• ACTION ITEM:
Pick every line from the data that holds the word "Juan".

• DATA:
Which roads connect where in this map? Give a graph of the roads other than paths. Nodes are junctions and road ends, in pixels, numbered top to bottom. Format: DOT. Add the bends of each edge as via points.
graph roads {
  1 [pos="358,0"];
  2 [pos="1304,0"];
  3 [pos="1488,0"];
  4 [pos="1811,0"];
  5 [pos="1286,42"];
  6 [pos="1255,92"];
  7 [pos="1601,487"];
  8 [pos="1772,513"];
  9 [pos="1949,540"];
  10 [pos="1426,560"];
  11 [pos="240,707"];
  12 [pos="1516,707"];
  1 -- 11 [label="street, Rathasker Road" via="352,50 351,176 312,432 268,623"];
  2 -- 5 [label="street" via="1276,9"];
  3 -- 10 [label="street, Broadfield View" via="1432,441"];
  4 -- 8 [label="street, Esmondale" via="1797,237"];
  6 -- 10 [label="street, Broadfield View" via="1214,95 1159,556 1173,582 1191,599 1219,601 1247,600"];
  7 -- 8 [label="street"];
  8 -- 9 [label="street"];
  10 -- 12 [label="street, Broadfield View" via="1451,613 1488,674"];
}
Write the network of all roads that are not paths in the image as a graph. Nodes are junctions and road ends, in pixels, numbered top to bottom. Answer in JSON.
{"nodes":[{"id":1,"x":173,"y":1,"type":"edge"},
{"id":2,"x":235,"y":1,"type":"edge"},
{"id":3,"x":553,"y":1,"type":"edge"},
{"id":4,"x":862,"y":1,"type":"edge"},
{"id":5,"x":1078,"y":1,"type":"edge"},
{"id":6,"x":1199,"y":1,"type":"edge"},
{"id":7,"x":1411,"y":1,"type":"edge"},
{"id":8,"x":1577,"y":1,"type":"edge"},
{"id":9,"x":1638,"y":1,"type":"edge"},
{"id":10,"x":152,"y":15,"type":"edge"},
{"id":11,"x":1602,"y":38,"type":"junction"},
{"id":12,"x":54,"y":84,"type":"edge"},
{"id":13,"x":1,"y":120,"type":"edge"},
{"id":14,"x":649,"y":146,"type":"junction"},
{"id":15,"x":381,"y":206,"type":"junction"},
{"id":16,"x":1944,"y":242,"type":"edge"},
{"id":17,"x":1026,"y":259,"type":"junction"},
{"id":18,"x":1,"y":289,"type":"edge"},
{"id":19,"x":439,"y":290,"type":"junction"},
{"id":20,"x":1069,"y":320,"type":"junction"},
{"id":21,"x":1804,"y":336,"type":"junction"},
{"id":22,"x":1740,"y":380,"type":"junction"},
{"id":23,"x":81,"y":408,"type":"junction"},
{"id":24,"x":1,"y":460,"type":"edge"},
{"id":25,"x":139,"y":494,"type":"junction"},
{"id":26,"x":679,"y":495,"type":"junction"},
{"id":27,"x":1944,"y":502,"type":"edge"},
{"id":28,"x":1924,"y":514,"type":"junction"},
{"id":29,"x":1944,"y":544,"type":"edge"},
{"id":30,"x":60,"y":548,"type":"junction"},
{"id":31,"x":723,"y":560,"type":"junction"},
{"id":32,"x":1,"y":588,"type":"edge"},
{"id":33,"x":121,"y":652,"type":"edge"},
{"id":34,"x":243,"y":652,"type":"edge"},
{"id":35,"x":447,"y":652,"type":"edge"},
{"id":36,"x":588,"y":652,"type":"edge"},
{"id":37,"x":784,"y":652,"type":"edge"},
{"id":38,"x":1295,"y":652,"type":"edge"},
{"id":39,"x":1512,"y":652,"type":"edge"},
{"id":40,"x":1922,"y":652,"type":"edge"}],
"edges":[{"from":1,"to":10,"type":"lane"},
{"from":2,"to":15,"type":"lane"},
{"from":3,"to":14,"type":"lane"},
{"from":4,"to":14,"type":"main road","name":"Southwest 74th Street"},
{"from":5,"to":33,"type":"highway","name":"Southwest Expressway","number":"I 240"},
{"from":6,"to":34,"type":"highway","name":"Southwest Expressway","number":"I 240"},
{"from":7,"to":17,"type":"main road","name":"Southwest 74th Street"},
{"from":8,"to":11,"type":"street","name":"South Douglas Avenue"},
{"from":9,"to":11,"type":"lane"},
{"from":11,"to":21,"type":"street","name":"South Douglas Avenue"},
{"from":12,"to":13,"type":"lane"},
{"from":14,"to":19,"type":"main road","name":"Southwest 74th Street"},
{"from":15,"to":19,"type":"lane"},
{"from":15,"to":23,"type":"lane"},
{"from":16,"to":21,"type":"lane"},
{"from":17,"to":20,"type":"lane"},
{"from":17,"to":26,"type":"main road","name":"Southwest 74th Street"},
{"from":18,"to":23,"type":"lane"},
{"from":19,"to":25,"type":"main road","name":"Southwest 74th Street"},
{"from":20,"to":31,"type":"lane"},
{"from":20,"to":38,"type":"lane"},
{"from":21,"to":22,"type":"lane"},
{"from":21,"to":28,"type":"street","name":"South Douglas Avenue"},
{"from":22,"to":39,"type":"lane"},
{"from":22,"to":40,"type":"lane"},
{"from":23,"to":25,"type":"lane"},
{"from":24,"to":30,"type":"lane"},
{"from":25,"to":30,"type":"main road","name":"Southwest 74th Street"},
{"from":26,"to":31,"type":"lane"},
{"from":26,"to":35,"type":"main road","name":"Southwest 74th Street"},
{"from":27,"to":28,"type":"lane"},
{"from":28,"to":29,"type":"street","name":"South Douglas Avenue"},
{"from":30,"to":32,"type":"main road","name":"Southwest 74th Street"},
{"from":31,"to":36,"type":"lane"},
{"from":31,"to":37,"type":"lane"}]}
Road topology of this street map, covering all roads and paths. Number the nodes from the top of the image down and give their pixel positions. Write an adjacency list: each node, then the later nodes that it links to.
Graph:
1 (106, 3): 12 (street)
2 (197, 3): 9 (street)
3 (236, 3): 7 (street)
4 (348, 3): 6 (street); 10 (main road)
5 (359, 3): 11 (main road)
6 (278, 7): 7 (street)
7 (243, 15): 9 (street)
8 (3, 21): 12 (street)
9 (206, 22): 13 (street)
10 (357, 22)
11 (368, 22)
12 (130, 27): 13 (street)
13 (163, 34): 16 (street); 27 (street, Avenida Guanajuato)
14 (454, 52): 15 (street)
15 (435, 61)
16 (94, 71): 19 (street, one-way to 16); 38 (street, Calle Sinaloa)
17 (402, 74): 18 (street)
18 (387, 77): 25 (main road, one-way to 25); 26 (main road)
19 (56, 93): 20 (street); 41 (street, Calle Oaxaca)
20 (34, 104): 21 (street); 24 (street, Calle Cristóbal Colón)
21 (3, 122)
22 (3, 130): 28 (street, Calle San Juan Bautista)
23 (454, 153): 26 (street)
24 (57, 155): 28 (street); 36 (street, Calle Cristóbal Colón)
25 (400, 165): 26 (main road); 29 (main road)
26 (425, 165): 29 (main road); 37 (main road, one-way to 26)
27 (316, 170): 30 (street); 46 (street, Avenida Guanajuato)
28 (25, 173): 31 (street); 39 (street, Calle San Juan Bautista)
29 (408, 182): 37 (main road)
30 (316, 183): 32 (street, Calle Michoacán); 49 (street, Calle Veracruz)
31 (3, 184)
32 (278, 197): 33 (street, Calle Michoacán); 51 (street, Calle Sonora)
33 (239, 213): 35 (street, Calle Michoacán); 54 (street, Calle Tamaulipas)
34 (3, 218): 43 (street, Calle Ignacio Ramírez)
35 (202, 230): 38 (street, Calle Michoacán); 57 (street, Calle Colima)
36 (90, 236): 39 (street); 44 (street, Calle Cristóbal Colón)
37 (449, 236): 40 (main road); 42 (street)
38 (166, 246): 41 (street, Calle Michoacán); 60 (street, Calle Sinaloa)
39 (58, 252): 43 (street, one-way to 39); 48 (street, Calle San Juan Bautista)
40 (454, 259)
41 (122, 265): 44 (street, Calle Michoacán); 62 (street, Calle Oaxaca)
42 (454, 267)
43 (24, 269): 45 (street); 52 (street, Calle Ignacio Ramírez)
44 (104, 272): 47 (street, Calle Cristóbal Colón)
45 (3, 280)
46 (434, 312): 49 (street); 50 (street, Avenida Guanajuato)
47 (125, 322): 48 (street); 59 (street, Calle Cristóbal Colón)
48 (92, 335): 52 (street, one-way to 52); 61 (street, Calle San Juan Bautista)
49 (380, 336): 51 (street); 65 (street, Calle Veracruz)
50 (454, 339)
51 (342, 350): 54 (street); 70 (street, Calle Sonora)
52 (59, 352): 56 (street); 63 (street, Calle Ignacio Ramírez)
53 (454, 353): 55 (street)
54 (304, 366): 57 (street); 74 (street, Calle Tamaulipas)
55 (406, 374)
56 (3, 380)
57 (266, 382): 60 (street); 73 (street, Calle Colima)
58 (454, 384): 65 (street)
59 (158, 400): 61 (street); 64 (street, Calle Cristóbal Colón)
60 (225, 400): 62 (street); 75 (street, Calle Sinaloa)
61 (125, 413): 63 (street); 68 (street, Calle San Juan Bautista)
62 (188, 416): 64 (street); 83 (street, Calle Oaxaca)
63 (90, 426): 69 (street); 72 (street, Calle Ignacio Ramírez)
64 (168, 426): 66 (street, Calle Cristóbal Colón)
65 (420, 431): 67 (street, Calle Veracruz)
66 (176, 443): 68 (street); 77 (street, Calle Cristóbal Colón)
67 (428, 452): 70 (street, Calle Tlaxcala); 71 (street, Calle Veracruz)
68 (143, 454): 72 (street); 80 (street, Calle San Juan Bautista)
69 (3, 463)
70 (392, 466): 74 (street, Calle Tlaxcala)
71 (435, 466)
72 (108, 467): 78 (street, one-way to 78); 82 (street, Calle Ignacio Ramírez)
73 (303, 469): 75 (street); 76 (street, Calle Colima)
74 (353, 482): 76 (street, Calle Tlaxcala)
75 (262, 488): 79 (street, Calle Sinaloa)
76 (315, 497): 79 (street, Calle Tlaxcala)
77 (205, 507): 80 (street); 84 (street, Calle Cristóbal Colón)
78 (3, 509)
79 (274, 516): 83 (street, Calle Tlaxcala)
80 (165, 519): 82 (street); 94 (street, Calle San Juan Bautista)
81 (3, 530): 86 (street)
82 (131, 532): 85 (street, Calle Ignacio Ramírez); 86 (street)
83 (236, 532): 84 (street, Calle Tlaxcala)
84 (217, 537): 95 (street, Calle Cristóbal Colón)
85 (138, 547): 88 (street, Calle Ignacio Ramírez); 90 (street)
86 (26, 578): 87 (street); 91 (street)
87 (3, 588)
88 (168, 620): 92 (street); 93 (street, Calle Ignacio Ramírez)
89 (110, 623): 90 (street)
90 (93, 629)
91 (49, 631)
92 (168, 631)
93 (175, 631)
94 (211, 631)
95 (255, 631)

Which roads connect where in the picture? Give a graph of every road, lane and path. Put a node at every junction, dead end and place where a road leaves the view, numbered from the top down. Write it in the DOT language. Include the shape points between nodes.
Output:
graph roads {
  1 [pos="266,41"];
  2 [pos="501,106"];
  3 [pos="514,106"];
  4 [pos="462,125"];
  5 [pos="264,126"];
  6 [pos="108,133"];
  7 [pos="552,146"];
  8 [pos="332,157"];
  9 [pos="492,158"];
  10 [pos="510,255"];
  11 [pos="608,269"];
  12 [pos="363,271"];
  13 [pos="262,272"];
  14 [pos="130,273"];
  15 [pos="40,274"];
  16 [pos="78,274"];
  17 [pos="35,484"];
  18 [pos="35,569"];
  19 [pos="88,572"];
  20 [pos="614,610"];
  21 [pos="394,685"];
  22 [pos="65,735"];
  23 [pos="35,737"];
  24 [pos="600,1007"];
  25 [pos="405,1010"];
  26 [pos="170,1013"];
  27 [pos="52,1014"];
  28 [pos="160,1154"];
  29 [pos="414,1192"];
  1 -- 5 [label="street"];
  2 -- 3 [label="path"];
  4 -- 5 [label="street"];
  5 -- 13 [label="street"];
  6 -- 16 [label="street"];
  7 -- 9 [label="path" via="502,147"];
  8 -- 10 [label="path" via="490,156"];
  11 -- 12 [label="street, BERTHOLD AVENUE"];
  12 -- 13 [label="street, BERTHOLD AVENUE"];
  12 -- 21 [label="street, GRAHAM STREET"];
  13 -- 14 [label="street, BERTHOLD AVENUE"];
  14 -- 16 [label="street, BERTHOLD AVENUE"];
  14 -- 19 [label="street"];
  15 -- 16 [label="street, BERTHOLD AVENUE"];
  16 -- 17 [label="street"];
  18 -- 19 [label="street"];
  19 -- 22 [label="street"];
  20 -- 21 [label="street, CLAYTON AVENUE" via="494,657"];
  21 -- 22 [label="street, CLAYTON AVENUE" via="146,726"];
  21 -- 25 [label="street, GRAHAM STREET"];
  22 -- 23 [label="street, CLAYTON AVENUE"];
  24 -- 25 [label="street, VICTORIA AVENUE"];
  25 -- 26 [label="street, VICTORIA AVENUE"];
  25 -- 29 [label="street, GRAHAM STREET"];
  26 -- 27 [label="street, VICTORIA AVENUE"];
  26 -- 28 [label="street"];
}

• ANSWER TO THIS PROBLEM:
22 (3, 130): 28 (street, Calle San Juan Bautista)
28 (25, 173): 31 (street); 39 (street, Calle San Juan Bautista)
39 (58, 252): 43 (street, one-way to 39); 48 (street, Calle San Juan Bautista)
48 (92, 335): 52 (street, one-way to 52); 61 (street, Calle San Juan Bautista)
61 (125, 413): 63 (street); 68 (street, Calle San Juan Bautista)
68 (143, 454): 72 (street); 80 (street, Calle San Juan Bautista)
80 (165, 519): 82 (street); 94 (street, Calle San Juan Bautista)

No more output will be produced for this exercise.